TRY IT:
Reproduce all of the data that follows, character for character.

=====

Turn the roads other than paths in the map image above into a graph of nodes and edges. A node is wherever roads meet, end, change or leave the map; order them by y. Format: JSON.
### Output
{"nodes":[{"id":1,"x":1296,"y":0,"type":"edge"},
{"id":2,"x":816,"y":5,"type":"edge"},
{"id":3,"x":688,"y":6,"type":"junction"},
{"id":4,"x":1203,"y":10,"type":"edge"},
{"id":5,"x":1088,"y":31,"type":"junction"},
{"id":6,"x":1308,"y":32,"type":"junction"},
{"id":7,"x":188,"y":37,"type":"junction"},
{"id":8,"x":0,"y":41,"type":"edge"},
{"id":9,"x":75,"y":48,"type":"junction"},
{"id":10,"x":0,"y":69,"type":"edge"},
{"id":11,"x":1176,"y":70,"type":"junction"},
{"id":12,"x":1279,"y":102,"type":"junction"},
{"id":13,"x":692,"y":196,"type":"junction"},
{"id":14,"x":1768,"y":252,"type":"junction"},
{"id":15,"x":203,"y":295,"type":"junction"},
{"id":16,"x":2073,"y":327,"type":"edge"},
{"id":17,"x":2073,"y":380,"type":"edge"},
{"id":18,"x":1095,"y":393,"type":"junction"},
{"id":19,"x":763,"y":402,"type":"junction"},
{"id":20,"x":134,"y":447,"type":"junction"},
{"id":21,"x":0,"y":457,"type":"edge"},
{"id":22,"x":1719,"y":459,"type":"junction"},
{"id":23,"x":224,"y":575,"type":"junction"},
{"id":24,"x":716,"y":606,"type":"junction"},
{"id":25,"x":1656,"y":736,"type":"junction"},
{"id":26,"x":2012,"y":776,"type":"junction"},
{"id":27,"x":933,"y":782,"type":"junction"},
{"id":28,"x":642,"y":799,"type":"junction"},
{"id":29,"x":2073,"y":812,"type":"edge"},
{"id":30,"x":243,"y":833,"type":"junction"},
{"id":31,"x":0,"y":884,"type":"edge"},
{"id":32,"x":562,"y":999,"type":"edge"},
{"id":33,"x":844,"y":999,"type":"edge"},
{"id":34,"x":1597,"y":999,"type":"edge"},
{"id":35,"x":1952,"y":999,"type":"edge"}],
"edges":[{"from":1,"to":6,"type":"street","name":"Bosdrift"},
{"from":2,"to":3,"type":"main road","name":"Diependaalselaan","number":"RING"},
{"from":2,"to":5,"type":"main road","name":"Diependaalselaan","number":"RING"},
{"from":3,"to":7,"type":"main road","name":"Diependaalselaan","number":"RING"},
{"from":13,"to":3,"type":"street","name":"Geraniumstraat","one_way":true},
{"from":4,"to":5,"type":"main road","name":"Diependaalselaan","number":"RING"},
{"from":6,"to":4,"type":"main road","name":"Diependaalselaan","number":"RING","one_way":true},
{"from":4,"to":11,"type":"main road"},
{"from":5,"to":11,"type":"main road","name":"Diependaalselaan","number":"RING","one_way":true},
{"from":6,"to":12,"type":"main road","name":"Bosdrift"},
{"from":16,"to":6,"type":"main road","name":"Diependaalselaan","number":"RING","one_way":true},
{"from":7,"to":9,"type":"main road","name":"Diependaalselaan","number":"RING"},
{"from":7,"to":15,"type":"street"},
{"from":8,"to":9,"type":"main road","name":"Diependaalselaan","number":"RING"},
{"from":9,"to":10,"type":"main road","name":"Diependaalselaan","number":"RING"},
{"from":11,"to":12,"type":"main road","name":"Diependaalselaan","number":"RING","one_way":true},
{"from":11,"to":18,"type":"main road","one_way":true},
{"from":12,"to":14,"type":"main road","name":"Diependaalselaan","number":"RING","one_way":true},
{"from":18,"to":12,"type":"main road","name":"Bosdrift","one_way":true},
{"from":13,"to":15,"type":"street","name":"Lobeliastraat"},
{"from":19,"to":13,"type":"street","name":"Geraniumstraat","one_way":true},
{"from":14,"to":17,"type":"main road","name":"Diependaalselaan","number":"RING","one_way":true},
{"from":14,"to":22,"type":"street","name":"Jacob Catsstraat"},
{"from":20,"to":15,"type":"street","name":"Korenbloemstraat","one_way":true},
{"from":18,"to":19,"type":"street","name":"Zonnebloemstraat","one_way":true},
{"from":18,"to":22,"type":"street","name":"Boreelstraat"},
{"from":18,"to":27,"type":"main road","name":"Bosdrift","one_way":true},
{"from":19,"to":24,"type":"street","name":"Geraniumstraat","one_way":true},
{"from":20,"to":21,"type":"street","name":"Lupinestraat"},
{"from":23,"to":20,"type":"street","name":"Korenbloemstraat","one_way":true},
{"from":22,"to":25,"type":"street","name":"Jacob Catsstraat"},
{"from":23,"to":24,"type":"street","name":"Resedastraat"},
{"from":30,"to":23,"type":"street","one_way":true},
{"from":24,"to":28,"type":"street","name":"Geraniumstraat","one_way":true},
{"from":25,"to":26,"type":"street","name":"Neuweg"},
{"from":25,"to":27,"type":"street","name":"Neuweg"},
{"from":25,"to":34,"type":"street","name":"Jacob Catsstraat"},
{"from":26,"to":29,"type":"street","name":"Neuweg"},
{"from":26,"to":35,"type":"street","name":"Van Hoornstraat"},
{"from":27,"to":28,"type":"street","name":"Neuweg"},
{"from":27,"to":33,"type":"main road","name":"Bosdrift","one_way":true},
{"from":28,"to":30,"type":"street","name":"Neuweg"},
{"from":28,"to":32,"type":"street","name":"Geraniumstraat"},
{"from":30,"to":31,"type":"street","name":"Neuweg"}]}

=====

WRITTEN RESPONSE:
Turn the roads other than paths in the map image above into a graph of nodes and edges. A node is wherever roads meet, end, change or leave the map; order them by y. Format: JSON.
### Output
{"nodes":[{"id":1,"x":1296,"y":0,"type":"edge"},
{"id":2,"x":816,"y":5,"type":"edge"},
{"id":3,"x":688,"y":6,"type":"junction"},
{"id":4,"x":1203,"y":10,"type":"edge"},
{"id":5,"x":1088,"y":31,"type":"junction"},
{"id":6,"x":1308,"y":32,"type":"junction"},
{"id":7,"x":188,"y":37,"type":"junction"},
{"id":8,"x":0,"y":41,"type":"edge"},
{"id":9,"x":75,"y":48,"type":"junction"},
{"id":10,"x":0,"y":69,"type":"edge"},
{"id":11,"x":1176,"y":70,"type":"junction"},
{"id":12,"x":1279,"y":102,"type":"junction"},
{"id":13,"x":692,"y":196,"type":"junction"},
{"id":14,"x":1768,"y":252,"type":"junction"},
{"id":15,"x":203,"y":295,"type":"junction"},
{"id":16,"x":2073,"y":327,"type":"edge"},
{"id":17,"x":2073,"y":380,"type":"edge"},
{"id":18,"x":1095,"y":393,"type":"junction"},
{"id":19,"x":763,"y":402,"type":"junction"},
{"id":20,"x":134,"y":447,"type":"junction"},
{"id":21,"x":0,"y":457,"type":"edge"},
{"id":22,"x":1719,"y":459,"type":"junction"},
{"id":23,"x":224,"y":575,"type":"junction"},
{"id":24,"x":716,"y":606,"type":"junction"},
{"id":25,"x":1656,"y":736,"type":"junction"},
{"id":26,"x":2012,"y":776,"type":"junction"},
{"id":27,"x":933,"y":782,"type":"junction"},
{"id":28,"x":642,"y":799,"type":"junction"},
{"id":29,"x":2073,"y":812,"type":"edge"},
{"id":30,"x":243,"y":833,"type":"junction"},
{"id":31,"x":0,"y":884,"type":"edge"},
{"id":32,"x":562,"y":999,"type":"edge"},
{"id":33,"x":844,"y":999,"type":"edge"},
{"id":34,"x":1597,"y":999,"type":"edge"},
{"id":35,"x":1952,"y":999,"type":"edge"}],
"edges":[{"from":1,"to":6,"type":"street","name":"Bosdrift"},
{"from":2,"to":3,"type":"main road","name":"Diependaalselaan","number":"RING"},
{"from":2,"to":5,"type":"main road","name":"Diependaalselaan","number":"RING"},
{"from":3,"to":7,"type":"main road","name":"Diependaalselaan","number":"RING"},
{"from":13,"to":3,"type":"street","name":"Geraniumstraat","one_way":true},
{"from":4,"to":5,"type":"main road","name":"Diependaalselaan","number":"RING"},
{"from":6,"to":4,"type":"main road","name":"Diependaalselaan","number":"RING","one_way":true},
{"from":4,"to":11,"type":"main road"},
{"from":5,"to":11,"type":"main road","name":"Diependaalselaan","number":"RING","one_way":true},
{"from":6,"to":12,"type":"main road","name":"Bosdrift"},
{"from":16,"to":6,"type":"main road","name":"Diependaalselaan","number":"RING","one_way":true},
{"from":7,"to":9,"type":"main road","name":"Diependaalselaan","number":"RING"},
{"from":7,"to":15,"type":"street"},
{"from":8,"to":9,"type":"main road","name":"Diependaalselaan","number":"RING"},
{"from":9,"to":10,"type":"main road","name":"Diependaalselaan","number":"RING"},
{"from":11,"to":12,"type":"main road","name":"Diependaalselaan","number":"RING","one_way":true},
{"from":11,"to":18,"type":"main road","one_way":true},
{"from":12,"to":14,"type":"main road","name":"Diependaalselaan","number":"RING","one_way":true},
{"from":18,"to":12,"type":"main road","name":"Bosdrift","one_way":true},
{"from":13,"to":15,"type":"street","name":"Lobeliastraat"},
{"from":19,"to":13,"type":"street","name":"Geraniumstraat","one_way":true},
{"from":14,"to":17,"type":"main road","name":"Diependaalselaan","number":"RING","one_way":true},
{"from":14,"to":22,"type":"street","name":"Jacob Catsstraat"},
{"from":20,"to":15,"type":"street","name":"Korenbloemstraat","one_way":true},
{"from":18,"to":19,"type":"street","name":"Zonnebloemstraat","one_way":true},
{"from":18,"to":22,"type":"street","name":"Boreelstraat"},
{"from":18,"to":27,"type":"main road","name":"Bosdrift","one_way":true},
{"from":19,"to":24,"type":"street","name":"Geraniumstraat","one_way":true},
{"from":20,"to":21,"type":"street","name":"Lupinestraat"},
{"from":23,"to":20,"type":"street","name":"Korenbloemstraat","one_way":true},
{"from":22,"to":25,"type":"street","name":"Jacob Catsstraat"},
{"from":23,"to":24,"type":"street","name":"Resedastraat"},
{"from":30,"to":23,"type":"street","one_way":true},
{"from":24,"to":28,"type":"street","name":"Geraniumstraat","one_way":true},
{"from":25,"to":26,"type":"street","name":"Neuweg"},
{"from":25,"to":27,"type":"street","name":"Neuweg"},
{"from":25,"to":34,"type":"street","name":"Jacob Catsstraat"},
{"from":26,"to":29,"type":"street","name":"Neuweg"},
{"from":26,"to":35,"type":"street","name":"Van Hoornstraat"},
{"from":27,"to":28,"type":"street","name":"Neuweg"},
{"from":27,"to":33,"type":"main road","name":"Bosdrift","one_way":true},
{"from":28,"to":30,"type":"street","name":"Neuweg"},
{"from":28,"to":32,"type":"street","name":"Geraniumstraat"},
{"from":30,"to":31,"type":"street","name":"Neuweg"}]}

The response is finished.